Na prática, a intenção é tornar o comportamento da rede mais previsível quando as condições não são ideais. Isso pode ser particularmente relevante em locais onde diversos celulares, computadores, televisores, câmeras, dispositivos de casa conectada e outros equipamentos utilizam simultaneamente a mesma infraestrutura sem fio.

Uma das tecnologias previstas, chamada Distributed Resource Units, permite distribuir partes de uma transmissão de upload pelo espectro disponível. A técnica busca manter a comunicação mais consistente para aparelhos que recebem sinais de menor qualidade.

Outra mudança, conhecida como Unequal Modulation, permite que diferentes fluxos espaciais adotem níveis distintos de modulação conforme a qualidade do sinal. Com isso, um fluxo em condições desfavoráveis não precisa necessariamente limitar toda a conexão.

Pontos de acesso poderão trabalhar de forma coordenada

Parte relevante das mudanças previstas para o Wi-Fi 8 está na maneira como diferentes pontos de acesso dividem os recursos disponíveis. Essa questão ganha importância em redes mesh, empresas, condomínios e locais públicos, nos quais vários equipamentos podem operar próximos uns dos outros e gerar interferência.

O padrão prevê mecanismos aprimorados de coordenação entre múltiplos pontos de acesso.
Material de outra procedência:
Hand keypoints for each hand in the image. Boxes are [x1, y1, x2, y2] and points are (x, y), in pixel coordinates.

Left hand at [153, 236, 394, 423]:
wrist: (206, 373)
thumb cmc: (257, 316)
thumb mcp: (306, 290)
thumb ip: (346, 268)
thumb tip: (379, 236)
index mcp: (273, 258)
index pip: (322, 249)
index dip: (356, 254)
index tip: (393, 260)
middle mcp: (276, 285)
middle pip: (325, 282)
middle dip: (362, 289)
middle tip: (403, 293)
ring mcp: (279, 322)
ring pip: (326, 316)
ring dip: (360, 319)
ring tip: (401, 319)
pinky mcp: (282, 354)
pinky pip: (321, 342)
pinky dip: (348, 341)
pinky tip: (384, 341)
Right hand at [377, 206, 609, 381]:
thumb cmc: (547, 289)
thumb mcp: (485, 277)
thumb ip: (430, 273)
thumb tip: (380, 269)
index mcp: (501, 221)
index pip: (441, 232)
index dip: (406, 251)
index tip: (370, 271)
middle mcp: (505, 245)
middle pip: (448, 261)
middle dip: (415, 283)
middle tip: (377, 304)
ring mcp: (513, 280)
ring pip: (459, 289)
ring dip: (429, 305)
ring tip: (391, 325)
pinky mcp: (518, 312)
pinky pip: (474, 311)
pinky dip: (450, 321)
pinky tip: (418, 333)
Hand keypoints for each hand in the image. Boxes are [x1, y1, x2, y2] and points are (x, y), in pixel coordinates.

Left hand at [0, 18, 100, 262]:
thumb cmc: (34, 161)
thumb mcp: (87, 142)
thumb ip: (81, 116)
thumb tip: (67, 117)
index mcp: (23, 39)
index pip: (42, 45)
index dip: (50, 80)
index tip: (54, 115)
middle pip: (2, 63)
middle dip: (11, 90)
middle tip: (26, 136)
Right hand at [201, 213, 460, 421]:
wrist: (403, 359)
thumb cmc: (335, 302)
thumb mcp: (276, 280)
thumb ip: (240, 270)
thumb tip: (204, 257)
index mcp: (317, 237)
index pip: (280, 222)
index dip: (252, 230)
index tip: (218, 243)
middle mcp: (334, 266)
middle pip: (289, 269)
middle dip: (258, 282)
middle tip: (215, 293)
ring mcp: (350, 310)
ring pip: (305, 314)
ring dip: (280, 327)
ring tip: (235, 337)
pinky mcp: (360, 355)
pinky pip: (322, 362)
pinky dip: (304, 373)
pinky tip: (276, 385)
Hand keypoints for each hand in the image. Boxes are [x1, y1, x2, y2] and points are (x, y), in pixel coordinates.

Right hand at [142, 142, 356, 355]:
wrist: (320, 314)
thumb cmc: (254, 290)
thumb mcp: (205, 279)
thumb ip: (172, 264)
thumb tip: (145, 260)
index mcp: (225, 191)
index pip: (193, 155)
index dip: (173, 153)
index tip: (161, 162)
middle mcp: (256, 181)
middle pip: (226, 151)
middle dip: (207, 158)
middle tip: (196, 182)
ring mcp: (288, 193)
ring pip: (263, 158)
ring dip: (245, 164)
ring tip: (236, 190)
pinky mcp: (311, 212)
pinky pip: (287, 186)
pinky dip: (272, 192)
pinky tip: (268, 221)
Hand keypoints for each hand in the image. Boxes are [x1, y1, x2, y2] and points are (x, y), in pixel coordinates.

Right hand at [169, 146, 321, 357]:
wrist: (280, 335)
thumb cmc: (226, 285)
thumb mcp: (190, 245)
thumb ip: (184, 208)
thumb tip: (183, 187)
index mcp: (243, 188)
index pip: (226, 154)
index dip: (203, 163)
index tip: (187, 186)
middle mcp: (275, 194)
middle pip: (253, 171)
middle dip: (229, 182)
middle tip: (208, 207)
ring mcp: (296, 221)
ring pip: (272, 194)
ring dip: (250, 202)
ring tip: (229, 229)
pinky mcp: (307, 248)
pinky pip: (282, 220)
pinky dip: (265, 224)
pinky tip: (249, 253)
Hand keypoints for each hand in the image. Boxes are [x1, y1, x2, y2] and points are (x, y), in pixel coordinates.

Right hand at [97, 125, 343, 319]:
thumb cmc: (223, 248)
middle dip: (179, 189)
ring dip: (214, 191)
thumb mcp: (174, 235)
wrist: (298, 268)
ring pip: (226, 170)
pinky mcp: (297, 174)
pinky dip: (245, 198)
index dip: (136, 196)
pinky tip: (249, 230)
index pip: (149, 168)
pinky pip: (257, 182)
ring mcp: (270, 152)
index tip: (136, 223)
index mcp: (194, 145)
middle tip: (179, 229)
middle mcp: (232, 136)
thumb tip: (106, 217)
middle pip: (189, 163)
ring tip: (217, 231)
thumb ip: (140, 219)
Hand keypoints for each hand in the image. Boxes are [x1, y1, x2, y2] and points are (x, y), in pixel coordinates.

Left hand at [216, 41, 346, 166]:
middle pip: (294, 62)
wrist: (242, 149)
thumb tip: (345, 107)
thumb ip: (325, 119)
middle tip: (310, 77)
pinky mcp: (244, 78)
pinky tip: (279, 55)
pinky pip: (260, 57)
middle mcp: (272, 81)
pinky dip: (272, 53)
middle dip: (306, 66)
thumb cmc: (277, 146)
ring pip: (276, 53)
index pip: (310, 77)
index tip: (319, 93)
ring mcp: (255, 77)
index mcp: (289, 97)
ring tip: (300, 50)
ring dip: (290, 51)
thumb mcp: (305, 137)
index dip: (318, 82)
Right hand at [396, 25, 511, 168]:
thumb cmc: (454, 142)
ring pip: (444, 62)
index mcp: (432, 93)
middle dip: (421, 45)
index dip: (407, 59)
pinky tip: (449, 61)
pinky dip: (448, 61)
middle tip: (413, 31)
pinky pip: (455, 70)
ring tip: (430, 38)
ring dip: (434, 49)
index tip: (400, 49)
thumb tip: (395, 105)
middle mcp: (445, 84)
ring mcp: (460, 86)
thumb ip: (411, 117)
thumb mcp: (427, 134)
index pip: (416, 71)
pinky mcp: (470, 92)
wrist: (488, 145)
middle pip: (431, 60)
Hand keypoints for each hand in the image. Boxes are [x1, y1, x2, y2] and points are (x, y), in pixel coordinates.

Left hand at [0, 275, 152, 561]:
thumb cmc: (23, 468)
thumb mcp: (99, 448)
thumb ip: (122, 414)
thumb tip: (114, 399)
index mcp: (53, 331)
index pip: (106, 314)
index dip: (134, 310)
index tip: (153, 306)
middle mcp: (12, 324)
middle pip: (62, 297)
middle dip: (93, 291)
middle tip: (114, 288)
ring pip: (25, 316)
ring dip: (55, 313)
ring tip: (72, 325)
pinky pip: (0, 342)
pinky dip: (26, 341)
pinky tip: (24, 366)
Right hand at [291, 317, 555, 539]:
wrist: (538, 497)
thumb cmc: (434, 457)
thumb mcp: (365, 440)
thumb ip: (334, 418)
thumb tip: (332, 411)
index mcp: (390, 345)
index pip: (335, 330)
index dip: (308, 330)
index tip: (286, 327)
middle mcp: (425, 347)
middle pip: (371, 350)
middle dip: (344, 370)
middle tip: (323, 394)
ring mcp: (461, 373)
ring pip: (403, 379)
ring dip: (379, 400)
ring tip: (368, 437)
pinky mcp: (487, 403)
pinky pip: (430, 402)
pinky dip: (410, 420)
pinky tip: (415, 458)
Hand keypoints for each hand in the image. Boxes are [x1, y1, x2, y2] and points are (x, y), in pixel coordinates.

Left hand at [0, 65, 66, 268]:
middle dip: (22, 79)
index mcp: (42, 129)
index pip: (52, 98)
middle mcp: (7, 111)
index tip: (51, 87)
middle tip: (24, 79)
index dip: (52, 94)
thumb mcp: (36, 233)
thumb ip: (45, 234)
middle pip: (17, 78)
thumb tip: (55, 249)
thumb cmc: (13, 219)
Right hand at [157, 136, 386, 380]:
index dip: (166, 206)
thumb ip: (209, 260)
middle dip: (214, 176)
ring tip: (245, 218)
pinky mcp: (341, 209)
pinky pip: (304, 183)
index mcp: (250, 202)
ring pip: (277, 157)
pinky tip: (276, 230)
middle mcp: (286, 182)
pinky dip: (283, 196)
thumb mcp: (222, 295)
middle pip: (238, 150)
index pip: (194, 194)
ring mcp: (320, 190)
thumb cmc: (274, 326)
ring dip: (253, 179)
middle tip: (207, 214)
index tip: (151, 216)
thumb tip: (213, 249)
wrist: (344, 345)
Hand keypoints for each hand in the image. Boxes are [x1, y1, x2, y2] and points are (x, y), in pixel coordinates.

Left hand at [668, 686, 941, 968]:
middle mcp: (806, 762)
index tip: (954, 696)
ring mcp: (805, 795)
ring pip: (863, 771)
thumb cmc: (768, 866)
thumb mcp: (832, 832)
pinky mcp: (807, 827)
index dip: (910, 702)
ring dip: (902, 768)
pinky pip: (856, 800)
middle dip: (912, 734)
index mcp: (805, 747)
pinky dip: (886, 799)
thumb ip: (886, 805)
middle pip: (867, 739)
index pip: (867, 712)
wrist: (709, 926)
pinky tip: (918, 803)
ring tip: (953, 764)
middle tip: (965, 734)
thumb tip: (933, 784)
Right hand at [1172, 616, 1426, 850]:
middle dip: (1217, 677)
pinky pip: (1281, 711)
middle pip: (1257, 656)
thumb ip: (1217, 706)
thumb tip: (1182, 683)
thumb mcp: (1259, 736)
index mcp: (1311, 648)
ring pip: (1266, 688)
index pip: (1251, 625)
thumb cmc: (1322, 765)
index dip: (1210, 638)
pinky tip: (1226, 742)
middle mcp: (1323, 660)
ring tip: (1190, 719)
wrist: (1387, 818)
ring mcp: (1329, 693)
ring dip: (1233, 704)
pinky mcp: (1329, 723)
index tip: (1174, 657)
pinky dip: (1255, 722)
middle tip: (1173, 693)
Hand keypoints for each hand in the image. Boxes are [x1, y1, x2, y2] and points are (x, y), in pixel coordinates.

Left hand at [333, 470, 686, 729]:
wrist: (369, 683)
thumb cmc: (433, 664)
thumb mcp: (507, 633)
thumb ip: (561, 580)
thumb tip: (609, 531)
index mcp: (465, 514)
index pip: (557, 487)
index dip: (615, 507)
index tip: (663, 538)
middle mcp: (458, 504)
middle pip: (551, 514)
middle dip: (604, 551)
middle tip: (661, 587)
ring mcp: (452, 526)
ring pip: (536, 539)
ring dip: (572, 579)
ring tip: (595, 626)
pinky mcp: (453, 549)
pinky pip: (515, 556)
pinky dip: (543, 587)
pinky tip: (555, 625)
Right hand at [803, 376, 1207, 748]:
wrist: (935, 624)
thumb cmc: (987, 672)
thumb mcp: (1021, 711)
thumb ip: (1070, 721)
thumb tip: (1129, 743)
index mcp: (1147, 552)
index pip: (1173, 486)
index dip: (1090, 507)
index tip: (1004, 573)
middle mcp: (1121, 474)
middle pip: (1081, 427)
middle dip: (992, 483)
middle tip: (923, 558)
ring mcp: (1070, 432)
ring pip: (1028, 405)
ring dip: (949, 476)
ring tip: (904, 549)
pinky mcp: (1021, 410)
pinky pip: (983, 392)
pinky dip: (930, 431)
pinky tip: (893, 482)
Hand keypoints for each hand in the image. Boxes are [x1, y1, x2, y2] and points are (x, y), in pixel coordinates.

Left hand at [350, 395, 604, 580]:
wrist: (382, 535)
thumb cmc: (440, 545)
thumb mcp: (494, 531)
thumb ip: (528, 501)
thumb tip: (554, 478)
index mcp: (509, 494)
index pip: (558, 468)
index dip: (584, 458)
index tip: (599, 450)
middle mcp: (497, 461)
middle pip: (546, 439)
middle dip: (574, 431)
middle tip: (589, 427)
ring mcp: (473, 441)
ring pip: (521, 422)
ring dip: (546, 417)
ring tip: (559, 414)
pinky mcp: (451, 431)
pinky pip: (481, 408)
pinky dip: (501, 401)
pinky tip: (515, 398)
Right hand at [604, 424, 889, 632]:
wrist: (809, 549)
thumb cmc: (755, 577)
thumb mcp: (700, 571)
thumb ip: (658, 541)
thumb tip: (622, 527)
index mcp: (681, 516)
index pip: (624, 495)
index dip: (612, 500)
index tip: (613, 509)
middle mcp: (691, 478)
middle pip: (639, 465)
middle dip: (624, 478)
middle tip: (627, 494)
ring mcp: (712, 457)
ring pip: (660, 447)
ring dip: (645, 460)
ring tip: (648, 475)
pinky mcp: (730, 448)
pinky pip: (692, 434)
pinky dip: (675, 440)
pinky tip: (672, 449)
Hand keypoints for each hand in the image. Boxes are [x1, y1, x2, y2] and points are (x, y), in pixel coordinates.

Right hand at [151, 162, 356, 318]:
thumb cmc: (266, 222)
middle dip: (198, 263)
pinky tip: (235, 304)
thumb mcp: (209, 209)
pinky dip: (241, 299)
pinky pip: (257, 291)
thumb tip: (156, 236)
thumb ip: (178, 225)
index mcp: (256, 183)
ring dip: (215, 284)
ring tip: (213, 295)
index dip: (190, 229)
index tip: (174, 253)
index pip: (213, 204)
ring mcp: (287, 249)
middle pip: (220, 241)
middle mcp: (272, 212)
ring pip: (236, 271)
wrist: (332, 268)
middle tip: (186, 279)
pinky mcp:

Tecnologias como Coordinated Spatial Reuse, Coordinated Time Division Multiple Access e Coordinated Beamforming foram concebidas para coordenar transmissões, administrar o tempo de uso do meio sem fio e reduzir interferências.

A expectativa é melhorar o aproveitamento da rede justamente em ambientes densos, como prédios residenciais, aeroportos e centros comerciais. Em vez de cada ponto de acesso disputar recursos de maneira mais independente, a infraestrutura poderá coordenar melhor determinadas operações.

O Wi-Fi 8 também deverá trazer recursos voltados à movimentação dos aparelhos entre diferentes pontos de acesso. O chamado Single Mobility Domain busca diminuir interrupções durante essa troca ao possibilitar que um dispositivo estabeleça a ligação com um novo ponto antes de abandonar completamente o anterior.

Há ainda propostas para aproveitar melhor os canais disponíveis. O Dynamic Sub-Band Operation poderá dividir canais mais largos para atender diferentes dispositivos, enquanto o Non-Primary Channel Access busca permitir transmissões por canais secundários quando o canal principal estiver indisponível.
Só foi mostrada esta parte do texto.